Sul palco allestito in piazza San Benedetto, un vecchio ragazzo dal passato colorato di rock e illusioni: Fernando Grande, universalmente conosciuto anche con lo pseudonimo di Ozionà, chitarrista ormai stagionato e polemista rinvigorito dallo scorrere delle stagioni e delle avventure, più o meno all'inizio del nuovo millennio si è inventato un secondo percorso musicale. Cioè, un cammino più maturo e più intrigante, contenitore di differenti esperienze personali ed espressione di motivazioni evidentemente ancora cristalline. Che ci è piaciuto non poco, non lo nascondiamo: lasciandoci, anzi, positivamente sorpresi. Anche per quella freschezza del progetto che ha saputo miscelare melodia (gli arrangiamenti nascondono una certa impronta rockeggiante, ma ammiccano saggiamente alla musica popolare e alla world music, passando per la magia del teatro-canzone) e testi (pensati e poi scritti con consumato mestiere). Percorso, sia detto chiaramente, al quale l'autore monopolitano non è arrivato per caso: ma lavorando nell'ombra per anni interi. Sino a regalarsi tre album: Sia Quel Che Sia (2000), Magie di un Vento (2002, presentato anche sul palcoscenico di Zelig da Annamaria Barbera) e il più recente Tela di Ragno (dieci tracce edite nel 2007). Disco, quest'ultimo, niente affatto innovativo (nessuno può inventarsi più nulla, ci mancherebbe), ma di spessore eccellente. Dove convivono i temi più cari alla canzone d'autore più verace: la libertà, la dignità, la giustizia, la coscienza, l'uomo, la morte. La vita reale, quella di tutti i giorni. Di tutti noi.

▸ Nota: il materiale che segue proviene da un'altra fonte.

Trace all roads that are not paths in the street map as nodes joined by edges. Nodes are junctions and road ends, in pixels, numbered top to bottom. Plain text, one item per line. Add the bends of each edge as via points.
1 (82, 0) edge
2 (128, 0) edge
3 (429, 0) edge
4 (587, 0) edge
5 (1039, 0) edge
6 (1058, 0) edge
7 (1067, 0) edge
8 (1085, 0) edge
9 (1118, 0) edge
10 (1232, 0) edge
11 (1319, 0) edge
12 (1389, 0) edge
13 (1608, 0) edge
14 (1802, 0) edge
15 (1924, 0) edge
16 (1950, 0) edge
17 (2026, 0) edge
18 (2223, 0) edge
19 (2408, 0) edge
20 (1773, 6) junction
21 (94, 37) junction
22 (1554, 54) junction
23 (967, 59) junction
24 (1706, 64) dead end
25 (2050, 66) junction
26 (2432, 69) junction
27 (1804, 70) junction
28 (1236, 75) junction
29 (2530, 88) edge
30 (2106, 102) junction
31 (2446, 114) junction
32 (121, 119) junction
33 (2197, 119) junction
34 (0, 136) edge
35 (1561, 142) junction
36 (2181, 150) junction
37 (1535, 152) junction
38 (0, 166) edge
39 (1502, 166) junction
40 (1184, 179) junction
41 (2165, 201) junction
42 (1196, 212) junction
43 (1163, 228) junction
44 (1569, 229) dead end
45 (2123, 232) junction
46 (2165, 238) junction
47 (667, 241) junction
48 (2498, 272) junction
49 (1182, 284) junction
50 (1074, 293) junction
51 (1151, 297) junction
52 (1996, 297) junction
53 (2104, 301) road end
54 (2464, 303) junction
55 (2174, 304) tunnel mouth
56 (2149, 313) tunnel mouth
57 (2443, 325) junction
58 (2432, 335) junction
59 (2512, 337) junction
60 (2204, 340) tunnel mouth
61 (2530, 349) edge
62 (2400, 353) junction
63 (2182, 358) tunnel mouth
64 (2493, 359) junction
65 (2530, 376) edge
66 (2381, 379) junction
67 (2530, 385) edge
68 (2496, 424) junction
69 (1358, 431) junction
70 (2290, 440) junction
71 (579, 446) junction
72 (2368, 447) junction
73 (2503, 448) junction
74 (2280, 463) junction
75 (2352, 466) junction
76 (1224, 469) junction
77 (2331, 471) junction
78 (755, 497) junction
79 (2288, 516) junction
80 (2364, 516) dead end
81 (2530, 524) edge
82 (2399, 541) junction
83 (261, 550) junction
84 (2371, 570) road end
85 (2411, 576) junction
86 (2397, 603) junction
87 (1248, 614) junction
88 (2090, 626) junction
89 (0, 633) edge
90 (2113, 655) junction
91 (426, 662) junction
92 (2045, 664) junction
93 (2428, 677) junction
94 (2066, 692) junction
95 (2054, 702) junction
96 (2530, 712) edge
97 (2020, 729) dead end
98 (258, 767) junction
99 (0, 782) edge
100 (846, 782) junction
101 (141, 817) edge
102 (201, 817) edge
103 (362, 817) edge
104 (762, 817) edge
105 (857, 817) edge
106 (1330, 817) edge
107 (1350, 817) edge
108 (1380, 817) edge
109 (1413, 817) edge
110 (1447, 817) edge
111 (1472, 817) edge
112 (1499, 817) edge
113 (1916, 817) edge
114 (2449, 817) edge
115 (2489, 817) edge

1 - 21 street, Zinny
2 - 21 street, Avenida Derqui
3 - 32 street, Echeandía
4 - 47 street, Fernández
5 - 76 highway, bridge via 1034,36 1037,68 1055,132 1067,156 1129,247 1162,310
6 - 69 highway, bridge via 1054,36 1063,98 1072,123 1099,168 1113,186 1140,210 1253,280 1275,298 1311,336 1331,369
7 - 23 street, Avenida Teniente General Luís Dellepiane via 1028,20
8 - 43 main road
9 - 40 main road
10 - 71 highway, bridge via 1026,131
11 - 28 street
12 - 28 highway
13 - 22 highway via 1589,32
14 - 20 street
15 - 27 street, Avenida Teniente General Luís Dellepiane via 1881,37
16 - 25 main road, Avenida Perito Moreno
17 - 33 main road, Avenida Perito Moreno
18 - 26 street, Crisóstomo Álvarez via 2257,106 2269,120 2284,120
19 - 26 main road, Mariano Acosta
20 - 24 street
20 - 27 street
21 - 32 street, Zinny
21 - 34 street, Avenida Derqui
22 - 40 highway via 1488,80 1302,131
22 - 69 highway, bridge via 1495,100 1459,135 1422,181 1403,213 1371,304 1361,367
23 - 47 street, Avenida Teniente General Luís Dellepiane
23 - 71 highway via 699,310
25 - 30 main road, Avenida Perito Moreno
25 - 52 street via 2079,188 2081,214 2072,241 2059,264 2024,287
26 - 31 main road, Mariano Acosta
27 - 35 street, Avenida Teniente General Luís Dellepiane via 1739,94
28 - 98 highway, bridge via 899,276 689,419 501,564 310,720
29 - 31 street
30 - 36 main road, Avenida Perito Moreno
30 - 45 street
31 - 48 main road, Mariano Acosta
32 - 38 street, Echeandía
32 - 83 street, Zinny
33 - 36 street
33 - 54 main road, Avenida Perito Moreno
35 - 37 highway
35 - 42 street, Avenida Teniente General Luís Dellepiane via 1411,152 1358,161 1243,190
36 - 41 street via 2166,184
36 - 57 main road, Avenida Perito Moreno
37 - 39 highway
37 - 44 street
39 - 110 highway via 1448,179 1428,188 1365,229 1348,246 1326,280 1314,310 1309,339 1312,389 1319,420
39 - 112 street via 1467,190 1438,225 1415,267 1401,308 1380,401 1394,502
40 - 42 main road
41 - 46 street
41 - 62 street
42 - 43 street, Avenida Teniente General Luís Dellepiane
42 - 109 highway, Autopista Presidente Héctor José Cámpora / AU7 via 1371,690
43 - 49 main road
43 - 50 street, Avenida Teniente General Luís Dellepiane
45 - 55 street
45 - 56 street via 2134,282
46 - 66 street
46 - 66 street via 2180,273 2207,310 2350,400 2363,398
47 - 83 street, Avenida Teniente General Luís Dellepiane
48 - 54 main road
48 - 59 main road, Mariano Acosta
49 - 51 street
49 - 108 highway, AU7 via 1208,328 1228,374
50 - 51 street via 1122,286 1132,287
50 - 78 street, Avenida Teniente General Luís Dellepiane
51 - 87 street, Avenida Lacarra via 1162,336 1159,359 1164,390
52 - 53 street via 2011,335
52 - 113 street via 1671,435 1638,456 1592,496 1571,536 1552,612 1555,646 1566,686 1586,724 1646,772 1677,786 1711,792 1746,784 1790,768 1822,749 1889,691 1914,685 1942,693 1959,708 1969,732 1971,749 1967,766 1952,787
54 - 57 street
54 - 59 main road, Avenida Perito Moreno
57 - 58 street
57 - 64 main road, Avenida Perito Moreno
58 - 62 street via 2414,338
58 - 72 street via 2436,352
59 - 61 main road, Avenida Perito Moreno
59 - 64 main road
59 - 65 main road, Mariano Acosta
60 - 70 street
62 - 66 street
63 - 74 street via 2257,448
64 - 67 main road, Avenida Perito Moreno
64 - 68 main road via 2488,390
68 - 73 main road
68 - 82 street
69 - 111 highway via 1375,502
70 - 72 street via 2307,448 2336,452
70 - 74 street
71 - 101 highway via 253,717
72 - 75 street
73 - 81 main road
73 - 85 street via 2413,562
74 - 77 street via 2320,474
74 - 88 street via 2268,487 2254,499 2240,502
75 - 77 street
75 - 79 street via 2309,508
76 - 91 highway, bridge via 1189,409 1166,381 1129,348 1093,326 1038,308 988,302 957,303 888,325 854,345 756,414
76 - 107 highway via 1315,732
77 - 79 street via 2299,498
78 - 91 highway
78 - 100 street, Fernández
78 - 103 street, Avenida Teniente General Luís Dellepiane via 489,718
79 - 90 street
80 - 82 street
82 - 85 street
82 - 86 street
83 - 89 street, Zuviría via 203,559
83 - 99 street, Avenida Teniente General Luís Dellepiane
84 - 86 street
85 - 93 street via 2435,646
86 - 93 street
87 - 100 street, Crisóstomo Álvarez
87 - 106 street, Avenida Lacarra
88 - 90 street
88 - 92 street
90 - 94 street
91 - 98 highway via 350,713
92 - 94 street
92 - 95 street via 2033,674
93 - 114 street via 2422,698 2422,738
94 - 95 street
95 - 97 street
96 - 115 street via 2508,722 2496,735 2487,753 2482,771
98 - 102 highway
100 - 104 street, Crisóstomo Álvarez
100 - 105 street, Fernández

Ozionà, che alla canzone d'autore arriva gradualmente (a proposito: il festival Voci dal Ponte che, da diversi anni, organizza non senza qualche difficoltà finisce per incidere profondamente sulle sue scelte artistiche: non ce l'ha confidato, ma di questo siamo sicuri), riesce a confezionare uno spettacolo accattivante, che scorre sereno, malgrado la natura - diciamo pure ostica - dei contenuti. L'apporto calibrato dell'elemento squisitamente musicale, dunque, diventa assolutamente imprescindibile: la chitarra e la batteria dello stesso Fernando Grande, il basso di Tonio Napolitano, il sassofono di Giovanni Longo e la fisarmonica di Francesco Giancola stemperano con puntualità l'impatto dei testi e annientano sul nascere tutte le possibili frizioni che possono allearsi nel corso di un ascolto impegnativo e, perciò, anche pericoloso (la gente diffida sempre più dell'impegno e del politicamente corretto). Oso – Un Viaggio nella Coscienza dell’Uomo è un lavoro, se vogliamo, multimediale (cioè preceduto da un cortometraggio proiettato prima del live e che, tra l'altro, ci ricorda un'amara verità: la giustizia è come una tela di ragno, che intrappola gli insetti più piccoli, facendo passare i più grandi) e, di contro, non è un progetto che proprio chiunque può masticare troppo allegramente, ma possiede la grazia di non spaventare, di non intimorire. E il risultato, riteniamo, è tutt'altro che indifferente. Anche se, alla fine, in platea viene a mancare il pubblico delle occasioni più popolari, quello più affezionato al passeggio di Polignano o alle esibizioni di una cover band qualsiasi. Ma, in fondo, non è un problema grosso: pochi (non pochissimi, intendiamoci), ma buoni. Cioè attenti. E sufficientemente silenziosi. Davanti alla gradinata di piazza San Benedetto non accadeva da secoli.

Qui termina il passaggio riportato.